Doch Ahnung von Tuten und Blasen – Musikpädagogik in der Philharmonie

Tim Farin · 13.07.2020

Von links nach rechts: Phil, Christel Breuer, Karin Schmitt, Pauline. Foto: Ben Horn

Von links nach rechts: Phil, Christel Breuer, Karin Schmitt, Pauline. Foto: Ben Horn

Schon die Kleinen entwickeln Musikgeschmack – doch wie kann man sie auch an klassische Musik heranführen? Die Veranstaltungsreihe „Familiensache“ hat da eine gute Idee ...

Die kleine Pauline ist aufgeregt, als sie im Nieselregen mit ihrem Freund Phil in der Kölner Innenstadt Fangen spielt. Es ist Sonntagnachmittag und Pauline hat sich in Schale geschmissen. „Das habe ich mir selbst ausgesucht“, sagt sie über ihr weißes Kleid mit buntem Blumenmuster. Die Fünfjährige geht zum ersten Mal in die Philharmonie. Es geht um „irgendwas mit Musik“, der Rest ist eine Überraschung.

Pauline und der sieben Jahre alte Phil sind natürlich nicht allein auf die Idee gekommen, ein klassisches Konzert zu besuchen: Paulines Großmutter Karin Schmitt hat ihre Freundin Christel Breuer und deren Enkel eingeladen. Auf dem Programmzettel steht ein Nachmittag mit dem schwedischen Klarinettisten Magnus Holmander. „Den kannten wir vorher nicht, aber wir gehen immer gern zu Konzerten. Und es gibt ja das spezielle Programm für Kinder“, sagt Schmitt.

„Familiensache“ heißt das Programm der Philharmonie. In dieser Reihe bietet das Haus neben dem Konzert ein pädagogisches Programm für Kinder an. Die beiden Omas Schmitt und Breuer freuen sich: „Wir können gleich schön im Saal sitzen, Musik hören und die Kinder haben ihren Spaß“, sagt Karin Schmitt. Als sie ihre Jacken an der Garderobe abgeben, steigt bei den Enkeln die Unruhe. „Keine Ahnung, was jetzt gleich passiert“, sagt Phil, während er mit Pauline und ihrem Plüschhund Sky auf der Treppe im Foyer spielt.

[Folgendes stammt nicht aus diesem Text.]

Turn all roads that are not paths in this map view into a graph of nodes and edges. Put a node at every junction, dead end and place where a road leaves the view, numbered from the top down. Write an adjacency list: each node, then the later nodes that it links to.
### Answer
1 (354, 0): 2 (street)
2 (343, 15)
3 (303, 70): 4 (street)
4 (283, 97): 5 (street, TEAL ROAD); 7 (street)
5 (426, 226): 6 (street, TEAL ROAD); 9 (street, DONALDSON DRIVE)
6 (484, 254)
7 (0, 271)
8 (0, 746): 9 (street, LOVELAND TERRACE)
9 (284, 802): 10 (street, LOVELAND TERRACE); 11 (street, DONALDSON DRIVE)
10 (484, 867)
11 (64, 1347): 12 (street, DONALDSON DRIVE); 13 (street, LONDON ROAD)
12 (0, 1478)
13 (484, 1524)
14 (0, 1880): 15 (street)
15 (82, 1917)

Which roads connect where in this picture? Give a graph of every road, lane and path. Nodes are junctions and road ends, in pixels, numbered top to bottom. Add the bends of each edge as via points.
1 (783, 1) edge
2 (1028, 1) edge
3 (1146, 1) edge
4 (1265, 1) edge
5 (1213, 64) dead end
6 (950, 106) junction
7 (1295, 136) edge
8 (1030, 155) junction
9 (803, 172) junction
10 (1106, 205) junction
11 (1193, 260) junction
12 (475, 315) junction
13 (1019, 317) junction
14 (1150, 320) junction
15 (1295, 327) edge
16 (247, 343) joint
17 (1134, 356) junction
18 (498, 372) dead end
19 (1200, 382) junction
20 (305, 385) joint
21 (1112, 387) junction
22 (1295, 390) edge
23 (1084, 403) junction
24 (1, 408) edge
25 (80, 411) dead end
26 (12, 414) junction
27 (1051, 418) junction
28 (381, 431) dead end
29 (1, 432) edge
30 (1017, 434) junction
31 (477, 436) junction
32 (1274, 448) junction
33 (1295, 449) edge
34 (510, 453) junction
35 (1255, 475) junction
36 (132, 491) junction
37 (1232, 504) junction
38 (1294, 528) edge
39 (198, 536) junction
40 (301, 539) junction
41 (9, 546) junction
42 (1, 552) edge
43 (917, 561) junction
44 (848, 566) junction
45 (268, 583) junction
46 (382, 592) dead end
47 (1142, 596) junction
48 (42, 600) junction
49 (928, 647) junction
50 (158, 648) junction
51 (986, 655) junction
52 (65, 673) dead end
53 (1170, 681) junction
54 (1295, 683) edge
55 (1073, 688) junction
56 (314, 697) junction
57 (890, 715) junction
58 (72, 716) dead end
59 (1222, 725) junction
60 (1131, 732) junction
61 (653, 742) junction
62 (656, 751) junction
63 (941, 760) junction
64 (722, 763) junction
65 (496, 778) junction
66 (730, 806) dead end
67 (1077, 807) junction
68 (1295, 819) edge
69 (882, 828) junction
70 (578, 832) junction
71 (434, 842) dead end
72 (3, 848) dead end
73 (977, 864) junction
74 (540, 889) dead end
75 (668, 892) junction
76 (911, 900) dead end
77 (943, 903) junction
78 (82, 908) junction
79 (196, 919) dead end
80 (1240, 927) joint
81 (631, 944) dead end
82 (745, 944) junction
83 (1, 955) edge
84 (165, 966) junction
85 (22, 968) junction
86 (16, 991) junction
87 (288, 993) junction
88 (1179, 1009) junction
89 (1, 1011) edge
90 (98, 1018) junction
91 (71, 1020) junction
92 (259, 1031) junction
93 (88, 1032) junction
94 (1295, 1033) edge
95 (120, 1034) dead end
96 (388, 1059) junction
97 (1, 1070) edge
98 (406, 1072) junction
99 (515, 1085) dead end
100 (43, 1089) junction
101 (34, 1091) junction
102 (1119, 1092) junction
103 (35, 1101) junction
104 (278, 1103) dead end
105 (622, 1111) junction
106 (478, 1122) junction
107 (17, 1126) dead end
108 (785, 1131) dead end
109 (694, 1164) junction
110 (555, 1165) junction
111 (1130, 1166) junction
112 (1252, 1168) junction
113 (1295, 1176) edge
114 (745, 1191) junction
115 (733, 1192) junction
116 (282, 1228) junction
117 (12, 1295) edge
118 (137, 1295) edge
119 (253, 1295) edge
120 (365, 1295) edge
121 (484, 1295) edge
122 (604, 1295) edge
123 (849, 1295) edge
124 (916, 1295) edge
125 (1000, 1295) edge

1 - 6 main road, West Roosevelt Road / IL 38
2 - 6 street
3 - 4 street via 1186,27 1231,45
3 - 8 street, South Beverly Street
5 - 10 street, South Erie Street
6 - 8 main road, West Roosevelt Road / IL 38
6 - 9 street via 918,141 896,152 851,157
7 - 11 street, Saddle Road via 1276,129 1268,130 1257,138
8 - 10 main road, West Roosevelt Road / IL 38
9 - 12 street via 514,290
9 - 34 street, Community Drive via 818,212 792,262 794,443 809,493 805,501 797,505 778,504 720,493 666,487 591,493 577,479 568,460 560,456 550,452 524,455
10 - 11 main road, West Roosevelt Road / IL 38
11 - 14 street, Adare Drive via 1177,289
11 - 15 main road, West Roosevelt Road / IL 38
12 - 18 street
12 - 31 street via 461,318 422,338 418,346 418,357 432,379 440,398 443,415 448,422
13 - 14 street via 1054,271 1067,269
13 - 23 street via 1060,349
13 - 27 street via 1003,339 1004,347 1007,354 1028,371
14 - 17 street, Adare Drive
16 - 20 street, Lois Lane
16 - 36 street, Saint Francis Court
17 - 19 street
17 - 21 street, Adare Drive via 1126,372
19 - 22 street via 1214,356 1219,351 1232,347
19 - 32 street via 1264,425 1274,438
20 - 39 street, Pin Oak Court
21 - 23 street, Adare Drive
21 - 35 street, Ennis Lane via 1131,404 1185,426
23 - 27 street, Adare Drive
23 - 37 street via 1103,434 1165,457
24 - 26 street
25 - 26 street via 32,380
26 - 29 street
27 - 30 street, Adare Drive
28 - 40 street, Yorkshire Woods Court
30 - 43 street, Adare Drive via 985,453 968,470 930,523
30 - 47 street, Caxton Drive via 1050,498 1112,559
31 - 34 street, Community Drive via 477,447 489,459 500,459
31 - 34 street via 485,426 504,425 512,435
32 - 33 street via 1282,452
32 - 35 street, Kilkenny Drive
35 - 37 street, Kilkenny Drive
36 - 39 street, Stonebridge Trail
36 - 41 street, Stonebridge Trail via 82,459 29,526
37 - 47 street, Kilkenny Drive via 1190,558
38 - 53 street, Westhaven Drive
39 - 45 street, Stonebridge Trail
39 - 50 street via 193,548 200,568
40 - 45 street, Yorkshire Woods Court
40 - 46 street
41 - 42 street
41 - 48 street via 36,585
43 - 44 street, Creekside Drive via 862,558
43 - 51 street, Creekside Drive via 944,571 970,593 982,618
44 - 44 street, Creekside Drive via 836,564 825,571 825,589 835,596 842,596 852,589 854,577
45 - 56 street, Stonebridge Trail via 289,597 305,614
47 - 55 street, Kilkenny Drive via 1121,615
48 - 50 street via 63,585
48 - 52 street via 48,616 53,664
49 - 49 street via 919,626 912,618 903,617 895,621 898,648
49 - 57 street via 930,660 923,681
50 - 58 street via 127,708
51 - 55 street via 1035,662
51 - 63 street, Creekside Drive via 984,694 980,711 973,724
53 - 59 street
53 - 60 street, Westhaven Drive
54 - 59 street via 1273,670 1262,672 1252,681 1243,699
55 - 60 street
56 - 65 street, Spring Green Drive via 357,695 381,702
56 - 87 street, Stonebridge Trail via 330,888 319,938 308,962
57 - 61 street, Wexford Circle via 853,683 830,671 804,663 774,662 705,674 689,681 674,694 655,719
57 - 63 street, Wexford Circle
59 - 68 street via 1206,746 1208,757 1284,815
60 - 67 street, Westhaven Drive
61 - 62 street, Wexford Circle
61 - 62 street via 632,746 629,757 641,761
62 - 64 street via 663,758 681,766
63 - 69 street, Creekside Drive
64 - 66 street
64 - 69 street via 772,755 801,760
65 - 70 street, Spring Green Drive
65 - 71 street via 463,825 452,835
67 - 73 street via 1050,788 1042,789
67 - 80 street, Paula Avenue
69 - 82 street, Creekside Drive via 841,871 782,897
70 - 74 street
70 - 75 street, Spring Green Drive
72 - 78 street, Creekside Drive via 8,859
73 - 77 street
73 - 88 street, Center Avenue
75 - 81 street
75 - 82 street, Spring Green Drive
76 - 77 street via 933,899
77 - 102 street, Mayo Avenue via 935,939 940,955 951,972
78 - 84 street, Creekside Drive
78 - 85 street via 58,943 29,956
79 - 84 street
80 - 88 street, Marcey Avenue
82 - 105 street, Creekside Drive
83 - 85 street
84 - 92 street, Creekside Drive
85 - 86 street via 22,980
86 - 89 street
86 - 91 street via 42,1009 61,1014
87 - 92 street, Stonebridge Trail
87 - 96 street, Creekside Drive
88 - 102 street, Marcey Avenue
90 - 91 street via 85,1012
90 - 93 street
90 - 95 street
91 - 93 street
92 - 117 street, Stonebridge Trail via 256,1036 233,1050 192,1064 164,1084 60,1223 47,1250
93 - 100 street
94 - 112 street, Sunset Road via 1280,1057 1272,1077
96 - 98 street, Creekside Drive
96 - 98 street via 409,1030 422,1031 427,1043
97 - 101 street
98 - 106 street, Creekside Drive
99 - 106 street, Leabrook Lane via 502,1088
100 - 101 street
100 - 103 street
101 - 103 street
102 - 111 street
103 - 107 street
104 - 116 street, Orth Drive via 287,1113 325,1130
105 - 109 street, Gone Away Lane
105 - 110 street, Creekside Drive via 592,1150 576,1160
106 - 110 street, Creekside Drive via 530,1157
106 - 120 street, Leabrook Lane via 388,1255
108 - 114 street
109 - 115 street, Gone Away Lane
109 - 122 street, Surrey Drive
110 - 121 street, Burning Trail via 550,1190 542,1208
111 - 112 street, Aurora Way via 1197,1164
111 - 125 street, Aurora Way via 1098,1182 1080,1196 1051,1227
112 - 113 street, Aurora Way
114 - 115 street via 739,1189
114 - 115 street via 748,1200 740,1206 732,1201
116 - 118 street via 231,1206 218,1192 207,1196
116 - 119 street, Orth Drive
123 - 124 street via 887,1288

Die Musikpädagogin übernimmt

Kurz darauf wandert Sky in Omas gut gefüllte Handtasche mit Köln-Motiv und Pauline und Phil kleben sich Namensschildchen an Kleid und Kapuzenpulli. Die beiden stehen vor Lioba Bärthlein, einer gut gelaunten Musikpädagogin, die noch 19 andere Kinder im Alter von fünf bis elf Jahren in Empfang nimmt. Es ertönt eine Melodie. „Kennt ihr dieses Geräusch?“, fragt Bärthlein. Ein Kind weiß die richtige Antwort: Es ist das Signal, dass das Konzert gleich beginnt. Großeltern und Enkel müssen sich jetzt trennen, wenn auch nur für eine Dreiviertelstunde.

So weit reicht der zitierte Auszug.